═════ Information provided

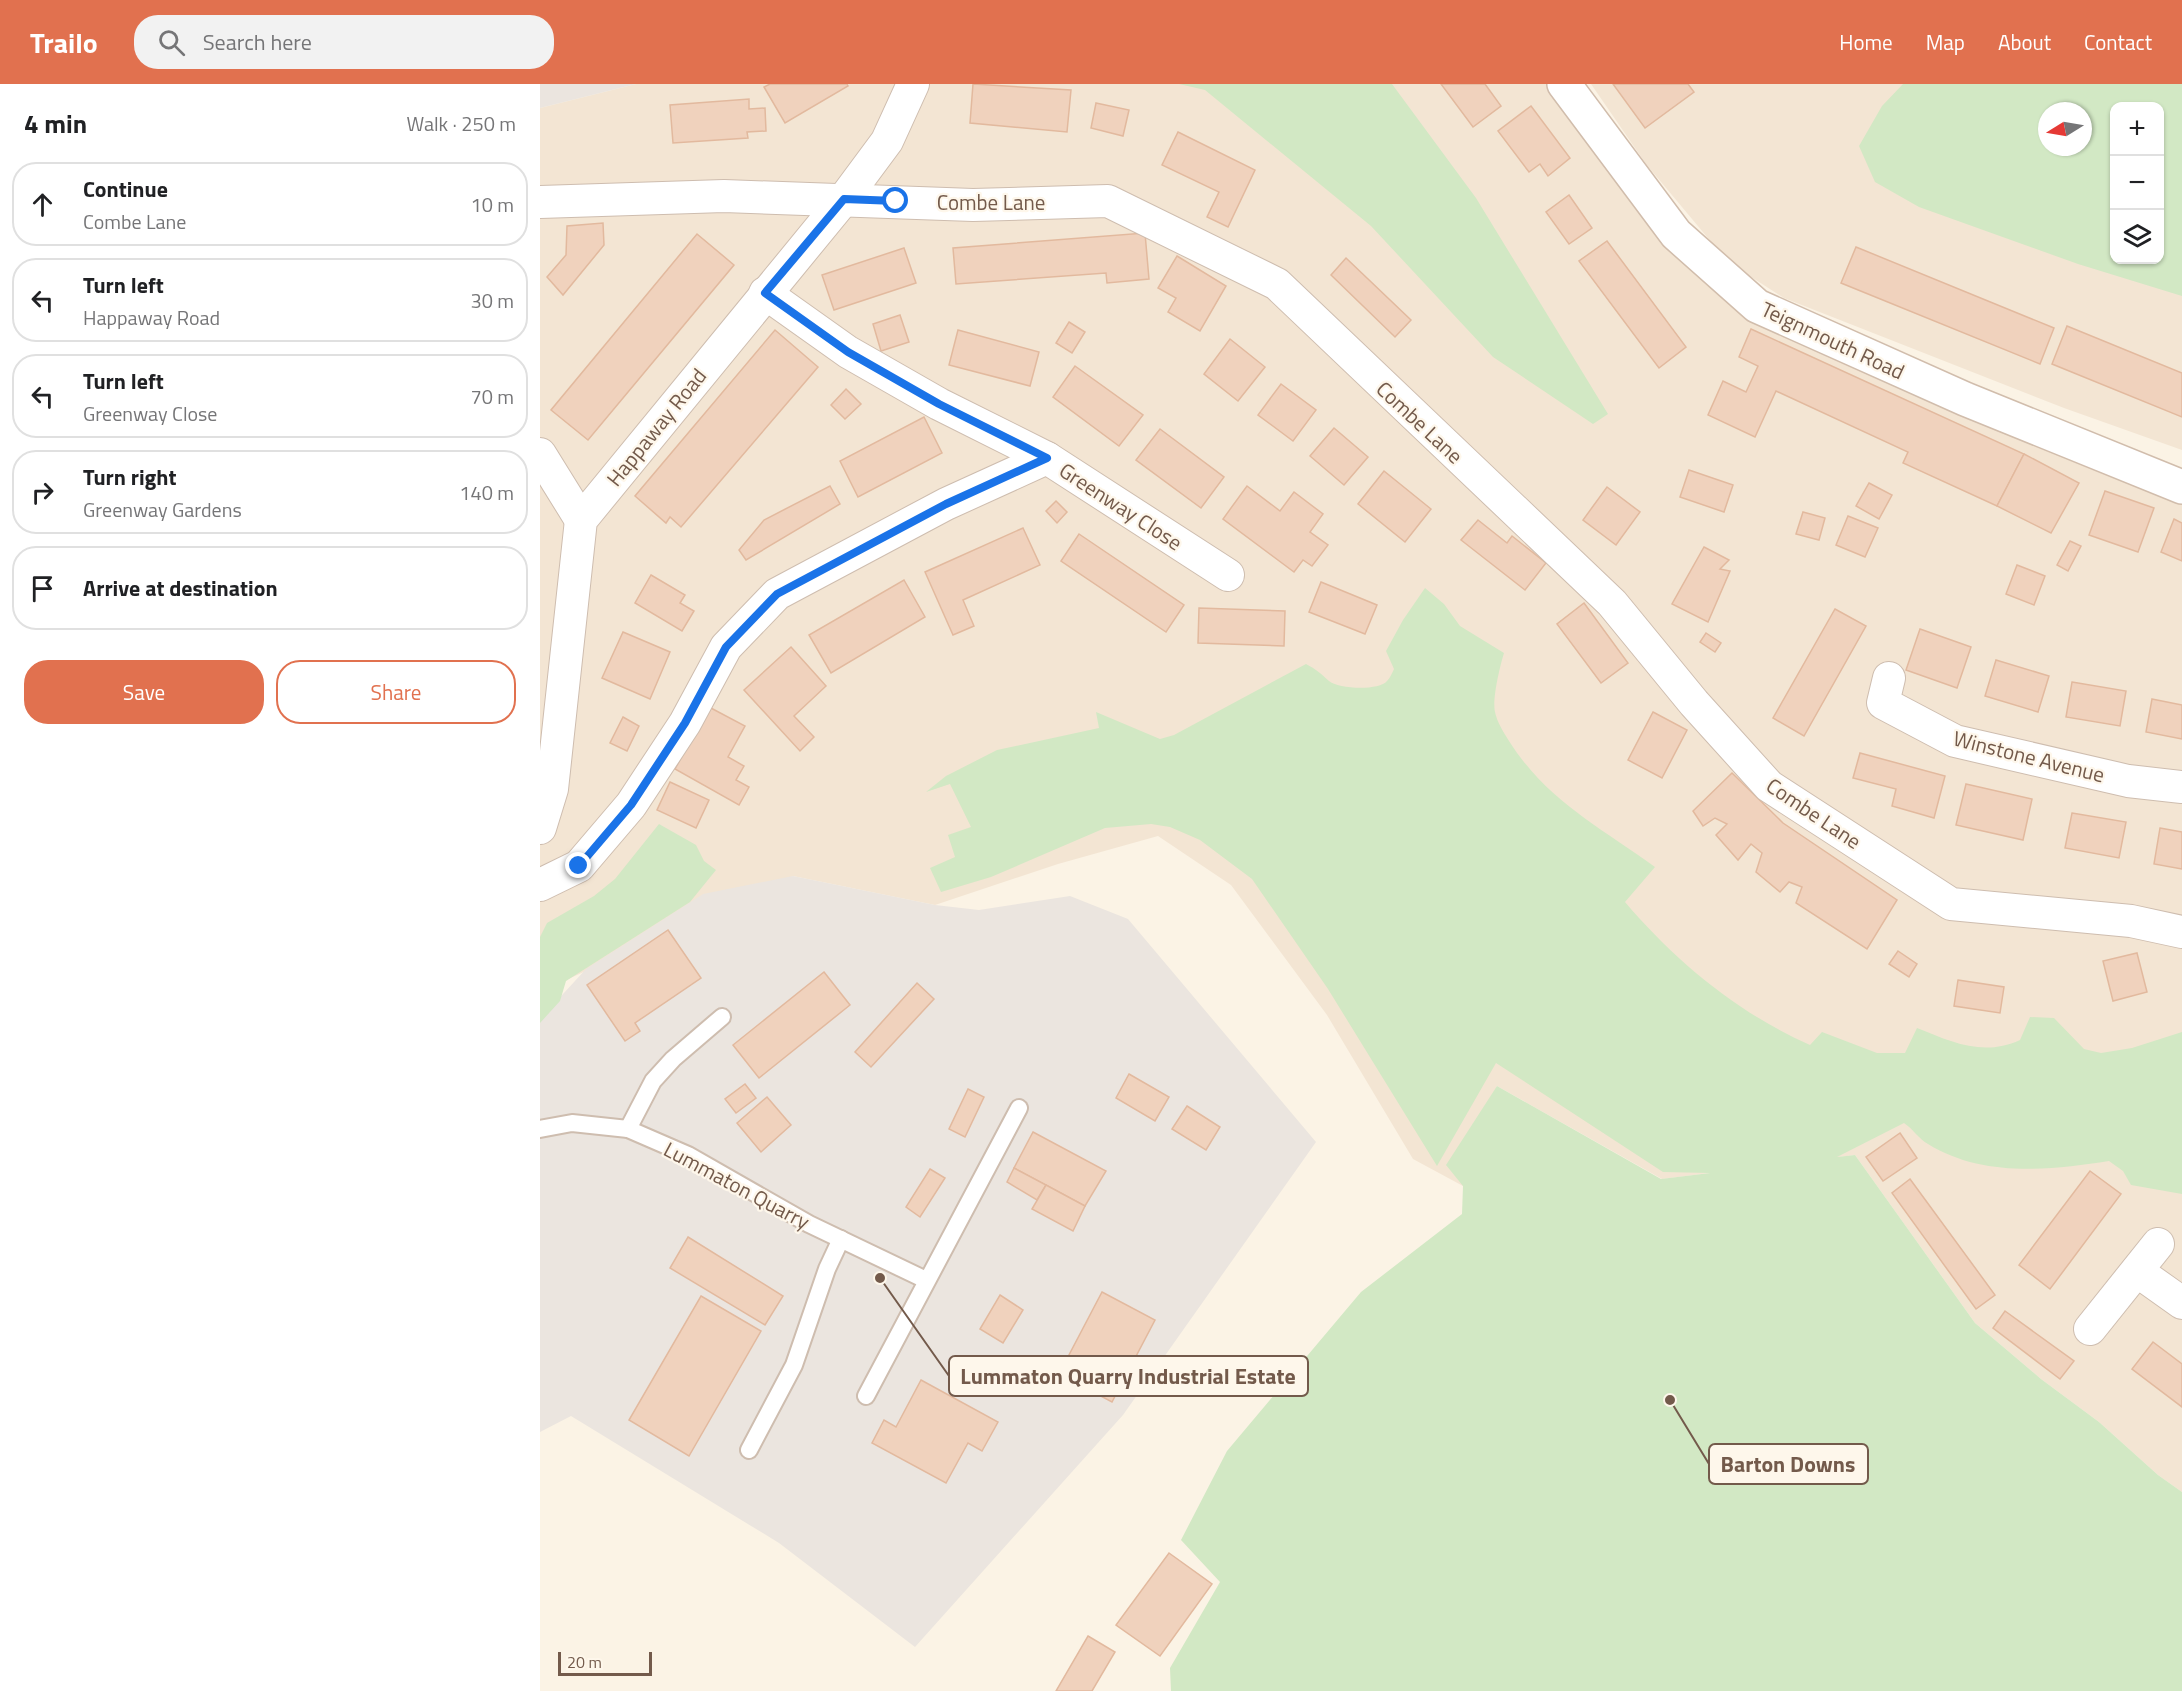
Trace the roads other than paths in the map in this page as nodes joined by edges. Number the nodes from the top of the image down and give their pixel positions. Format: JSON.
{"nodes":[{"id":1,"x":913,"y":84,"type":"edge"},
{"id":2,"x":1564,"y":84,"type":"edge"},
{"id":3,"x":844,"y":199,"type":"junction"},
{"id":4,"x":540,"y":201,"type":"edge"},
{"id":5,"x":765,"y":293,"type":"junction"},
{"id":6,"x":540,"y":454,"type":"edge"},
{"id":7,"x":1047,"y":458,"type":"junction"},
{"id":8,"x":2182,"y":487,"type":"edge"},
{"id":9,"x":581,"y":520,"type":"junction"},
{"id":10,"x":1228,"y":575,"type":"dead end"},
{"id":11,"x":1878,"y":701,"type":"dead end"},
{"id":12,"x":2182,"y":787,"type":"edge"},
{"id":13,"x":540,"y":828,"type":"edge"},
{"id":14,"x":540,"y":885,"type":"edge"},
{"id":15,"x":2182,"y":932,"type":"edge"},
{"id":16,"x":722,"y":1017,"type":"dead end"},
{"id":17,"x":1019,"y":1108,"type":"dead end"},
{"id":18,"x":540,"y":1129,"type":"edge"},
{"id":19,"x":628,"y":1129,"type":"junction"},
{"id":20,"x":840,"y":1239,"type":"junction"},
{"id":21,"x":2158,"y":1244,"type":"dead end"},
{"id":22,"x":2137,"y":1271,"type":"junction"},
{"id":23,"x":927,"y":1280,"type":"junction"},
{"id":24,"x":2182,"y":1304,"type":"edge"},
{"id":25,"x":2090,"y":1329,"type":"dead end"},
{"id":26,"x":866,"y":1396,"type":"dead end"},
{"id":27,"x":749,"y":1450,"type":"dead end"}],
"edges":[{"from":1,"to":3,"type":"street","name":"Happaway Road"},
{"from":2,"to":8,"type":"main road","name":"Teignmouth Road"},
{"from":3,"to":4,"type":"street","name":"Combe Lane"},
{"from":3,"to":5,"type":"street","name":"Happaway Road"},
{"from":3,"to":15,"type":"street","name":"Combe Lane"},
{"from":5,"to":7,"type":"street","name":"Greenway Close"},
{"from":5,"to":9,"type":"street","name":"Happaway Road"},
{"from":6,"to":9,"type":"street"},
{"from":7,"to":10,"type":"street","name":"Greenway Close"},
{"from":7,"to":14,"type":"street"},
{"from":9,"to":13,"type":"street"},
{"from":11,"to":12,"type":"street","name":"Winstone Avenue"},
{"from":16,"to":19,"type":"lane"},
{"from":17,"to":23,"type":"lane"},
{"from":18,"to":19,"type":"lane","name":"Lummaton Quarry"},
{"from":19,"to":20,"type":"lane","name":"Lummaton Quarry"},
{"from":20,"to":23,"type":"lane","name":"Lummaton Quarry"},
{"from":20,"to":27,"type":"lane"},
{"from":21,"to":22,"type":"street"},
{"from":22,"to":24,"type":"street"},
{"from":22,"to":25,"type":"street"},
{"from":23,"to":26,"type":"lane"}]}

══════════

* _Required action_
Transcribe the records above exactly, excluding every picture.

* _Exercise result_
Trace the roads other than paths in the map in this page as nodes joined by edges. Number the nodes from the top of the image down and give their pixel positions. Format: JSON.
{"nodes":[{"id":1,"x":913,"y":84,"type":"edge"},
{"id":2,"x":1564,"y":84,"type":"edge"},
{"id":3,"x":844,"y":199,"type":"junction"},
{"id":4,"x":540,"y":201,"type":"edge"},
{"id":5,"x":765,"y":293,"type":"junction"},
{"id":6,"x":540,"y":454,"type":"edge"},
{"id":7,"x":1047,"y":458,"type":"junction"},
{"id":8,"x":2182,"y":487,"type":"edge"},
{"id":9,"x":581,"y":520,"type":"junction"},
{"id":10,"x":1228,"y":575,"type":"dead end"},
{"id":11,"x":1878,"y":701,"type":"dead end"},
{"id":12,"x":2182,"y":787,"type":"edge"},
{"id":13,"x":540,"y":828,"type":"edge"},
{"id":14,"x":540,"y":885,"type":"edge"},
{"id":15,"x":2182,"y":932,"type":"edge"},
{"id":16,"x":722,"y":1017,"type":"dead end"},
{"id":17,"x":1019,"y":1108,"type":"dead end"},
{"id":18,"x":540,"y":1129,"type":"edge"},
{"id":19,"x":628,"y":1129,"type":"junction"},
{"id":20,"x":840,"y":1239,"type":"junction"},
{"id":21,"x":2158,"y":1244,"type":"dead end"},
{"id":22,"x":2137,"y":1271,"type":"junction"},
{"id":23,"x":927,"y":1280,"type":"junction"},
{"id":24,"x":2182,"y":1304,"type":"edge"},
{"id":25,"x":2090,"y":1329,"type":"dead end"},
{"id":26,"x":866,"y":1396,"type":"dead end"},
{"id":27,"x":749,"y":1450,"type":"dead end"}],
"edges":[{"from":1,"to":3,"type":"street","name":"Happaway Road"},
{"from":2,"to":8,"type":"main road","name":"Teignmouth Road"},
{"from":3,"to":4,"type":"street","name":"Combe Lane"},
{"from":3,"to":5,"type":"street","name":"Happaway Road"},
{"from":3,"to":15,"type":"street","name":"Combe Lane"},
{"from":5,"to":7,"type":"street","name":"Greenway Close"},
{"from":5,"to":9,"type":"street","name":"Happaway Road"},
{"from":6,"to":9,"type":"street"},
{"from":7,"to":10,"type":"street","name":"Greenway Close"},
{"from":7,"to":14,"type":"street"},
{"from":9,"to":13,"type":"street"},
{"from":11,"to":12,"type":"street","name":"Winstone Avenue"},
{"from":16,"to":19,"type":"lane"},
{"from":17,"to":23,"type":"lane"},
{"from":18,"to":19,"type":"lane","name":"Lummaton Quarry"},
{"from":19,"to":20,"type":"lane","name":"Lummaton Quarry"},
{"from":20,"to":23,"type":"lane","name":"Lummaton Quarry"},
{"from":20,"to":27,"type":"lane"},
{"from":21,"to":22,"type":"street"},
{"from":22,"to":24,"type":"street"},
{"from":22,"to":25,"type":"street"},
{"from":23,"to":26,"type":"lane"}]}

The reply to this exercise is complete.